Oxidatively modified and/or glutathionylated proteins in MCI, EOAD, and AD brain identified by redox proteomics studies from our laboratory (Perluigi et al. 2009, Butterfield et al. 2006a, 2006b, Sultana et al. 2006a, 2006b, Castegna et al. 2002, 2003, Reed et al. 2008a, 2008b, Newman et al. 2007). This diagram shows the interrelation of all proteins found to be oxidatively modified in MCI, EOAD, and AD brain from our laboratory. Abbreviations: GRP precursor, Glucose-regulated protein precursor; MRP-1, Multidrug-resistant protein; MAPK, Mitogen-associated protein kinase; HSP-70, Heat-shock protein-70; MDH, Malate dehydrogenase; GST, Glutathione S-transferase; GS, Glutamine synthetase; PIN-1, Peptidyl-prolyl cis/trans isomerase (PPIase) ; LDH, Lactate dehydrogenase; DRP-2, Dihydropyrimidinase-related protein-2; CAII, Carbonic anhydrase II; HSC-71, Heat-shock cognate-71; γ-SNAP, Soluble N-ethylmaleimide-sensitive factor attachment protein-γ ; GAPDH, Glyceraldehyde-3-phosphate dehydrogenase; UCHL-1, Ubiquitin carboxy-terminal hydrolase L-1; VDAC-1, Voltage dependent anion channel-1; CK, Creatine kinase; EAAT-2, Excitatory amino acid transporter-2; MnSOD, Manganese superoxide dismutase.

Figure 3

Glutamate excitotoxicity.
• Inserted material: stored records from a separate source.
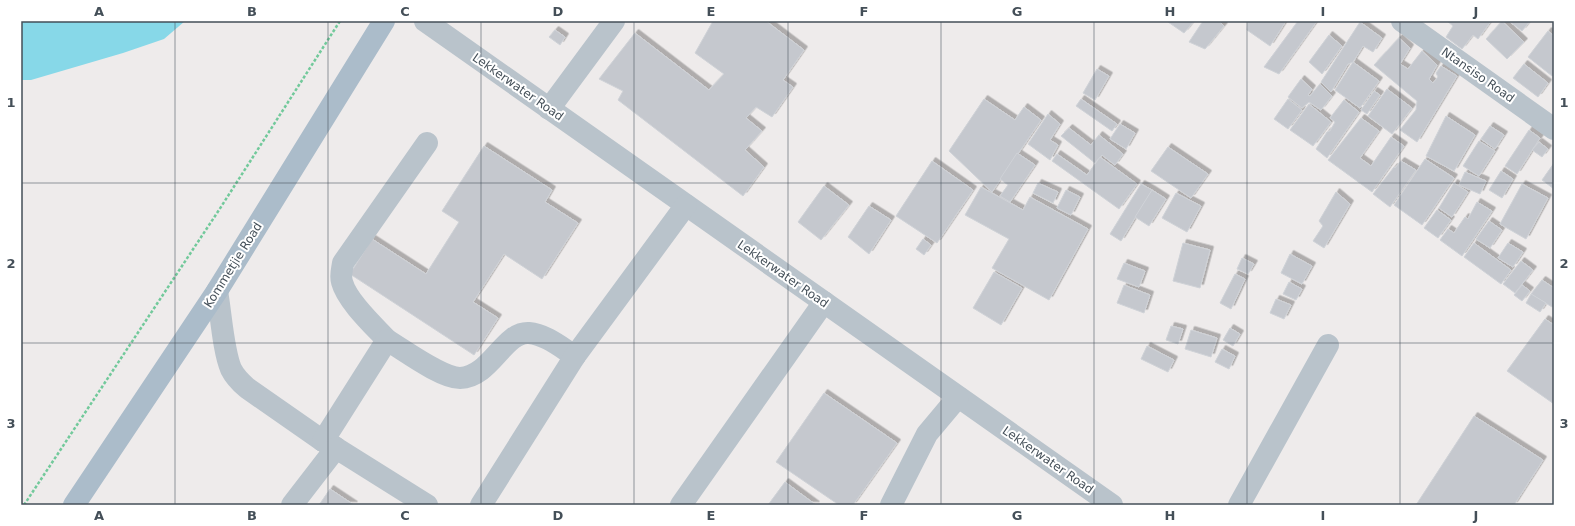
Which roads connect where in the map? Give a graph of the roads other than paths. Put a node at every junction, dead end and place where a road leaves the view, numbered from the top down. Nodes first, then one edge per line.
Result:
1 (384, 21) edge
2 (425, 21) edge
3 (614, 21) edge
4 (1416, 25) edge
5 (549, 109) junction
6 (1554, 129) edge
7 (427, 143) dead end
8 (686, 205) junction
9 (217, 291) junction
10 (824, 302) junction
11 (387, 340) junction
12 (1328, 345) dead end
13 (575, 356) junction
14 (958, 397) junction
15 (329, 444) junction
16 (74, 505) edge
17 (292, 505) edge
18 (428, 505) edge
19 (481, 505) edge
20 (681, 505) edge
21 (891, 505) edge
22 (1112, 505) edge
23 (1239, 505) edge

1 - 9 main road, Kommetjie Road
2 - 5 street, Lekkerwater Road
3 - 5 street
4 - 6 street, Ntansiso Road
5 - 8 street, Lekkerwater Road
7 - 11 street
8 - 10 street, Lekkerwater Road
8 - 13 street
9 - 15 street
9 - 16 main road, Kommetjie Road
10 - 14 street, Lekkerwater Road
10 - 20 street
11 - 13 street
11 - 15 street
12 - 23 street
13 - 19 street
14 - 21 street
14 - 22 street, Lekkerwater Road
15 - 17 street
15 - 18 street

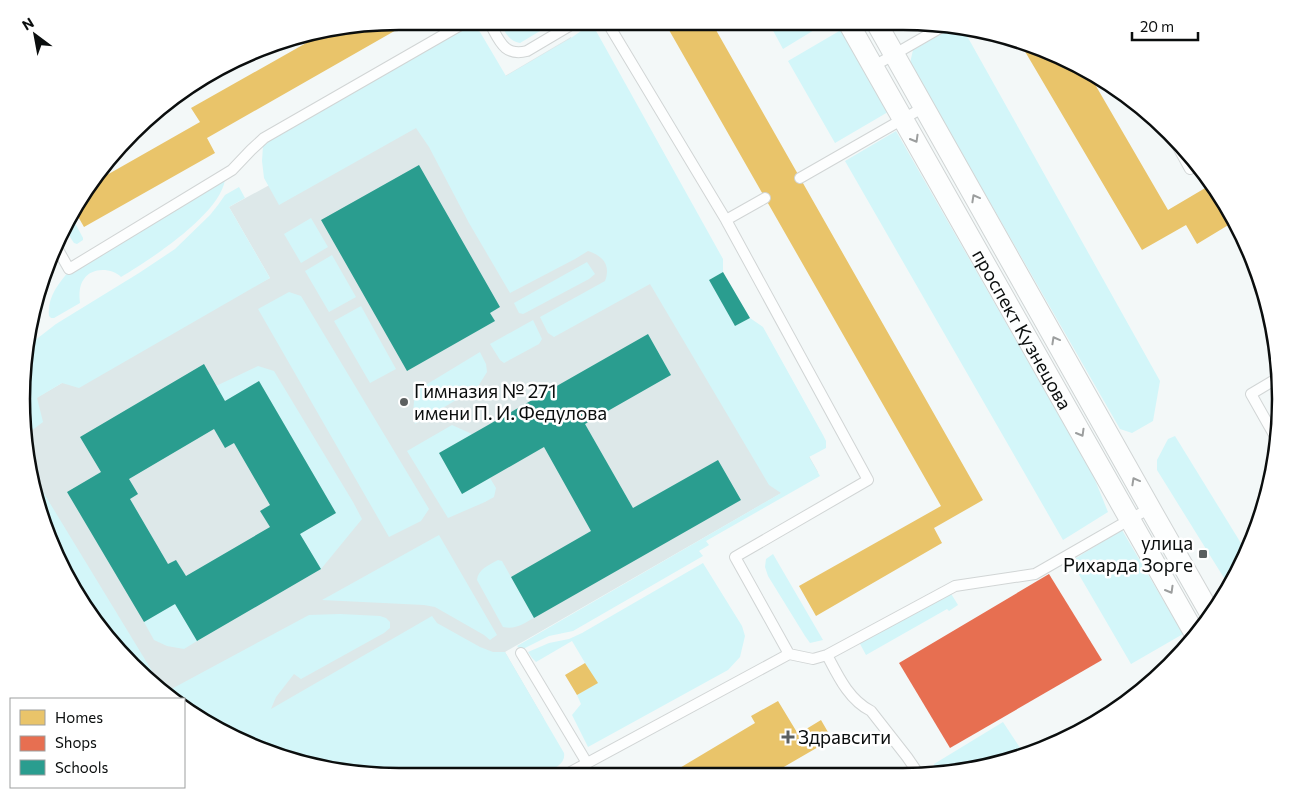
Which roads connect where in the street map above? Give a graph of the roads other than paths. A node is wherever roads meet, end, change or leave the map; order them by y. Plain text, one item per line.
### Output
1 (452, 30) edge
2 (494, 30) edge
3 (562, 30) edge
4 (612, 30) edge
5 (853, 30) edge
6 (880, 30) edge
7 (934, 32) edge
8 (895, 55) junction
9 (874, 66) junction
10 (924, 107) junction
11 (903, 119) junction
12 (800, 178) dead end
13 (765, 198) dead end
14 (726, 220) junction
15 (60, 253) edge
16 (1271, 382) edge
17 (1271, 429) edge
18 (1150, 508) junction
19 (1130, 519) junction
20 (1208, 607) edge
21 (1192, 629) edge
22 (521, 653) dead end
23 (789, 654) junction
24 (827, 655) junction
25 (587, 763) junction
26 (578, 768) edge
27 (914, 768) edge

1 - 15 lane
2 - 3 lane
4 - 14 lane
5 - 9 street, проспект Кузнецова
6 - 8 street, проспект Кузнецова
7 - 8 lane
8 - 9 lane
8 - 10 street, проспект Кузнецова
9 - 11 street, проспект Кузнецова
10 - 11 lane
18 -> 10 street, проспект Кузнецова
11 - 12 lane
11 -> 19 street, проспект Кузнецова
13 - 14 lane
14 - 23 lane
16 - 17 lane
18 - 19 lane
18 - 20 street, проспект Кузнецова
19 -> 21 street, проспект Кузнецова
19 - 24 lane
22 - 25 lane
23 - 24 lane
23 - 25 lane
24 - 27 lane
25 - 26 lane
This diagram depicts the many intracellular signaling events elicited by excess release and impaired uptake of glutamate, leading to neuronal death. Glu-R, AMPA/Kainate receptors; mGlu-R, metabotropic glutamate receptor; NMDA-R, N-methyl-D-aspartate receptor; VSCC, voltage-sensitive Ca²⁺ channel; PL, phospholipids; DAG, Diacylglycerol; PIP₂, phosphatidylinositol 4,5-bisphosphate; IP₃, inositol 1,4,5-trisphosphate; G, G-protein; PLA₂, phospholipase A₂; PLC, phospholipase C; PKC, protein kinase C; ER, endoplasmic reticulum; H₂O₂, hydrogen peroxide; NO^•, nitric oxide; ONOO^-, peroxynitrite; NOS, nitric oxide synthase; O₂^•−, superoxide radical [adapted from (Siegel et al. 2006)].

Figure 4

Possible role of enolase in MCI, EOAD, and AD. This scheme illustrates an alternate role for enolase, in addition to glucose metabolism, in normal and/or MCI, EOAD, and AD brain. In this model, up-regulation and membrane integration of α-enolase, promotes surface-binding of the tPA/PGn complex, which produces the protease plasmin (PLa). Plasmin, in turn, can degrade Aβ peptides associated with the bilayer and activate the MAPK/MEK/ERK1/2 pathway, promoting up-regulation of ENO1 transcription, and therefore, production of α-enolase. In this way, up-regulation of enolase would catalytically amplify an internal signal for cell survival during AD progression. Moreover, by complexing with a2M, plasmin may also be involved with Aβ clearance from the brain via LRP-1 at the blood-brain barrier (BBB). Unfortunately, due to significant oxidative modification, it is hypothesized that enolase becomes unable to facilitate the initiation of these pathways, which would lead to the augmentation of neuronal death in brain of subjects with MCI, EOAD, and AD versus normal aged brain.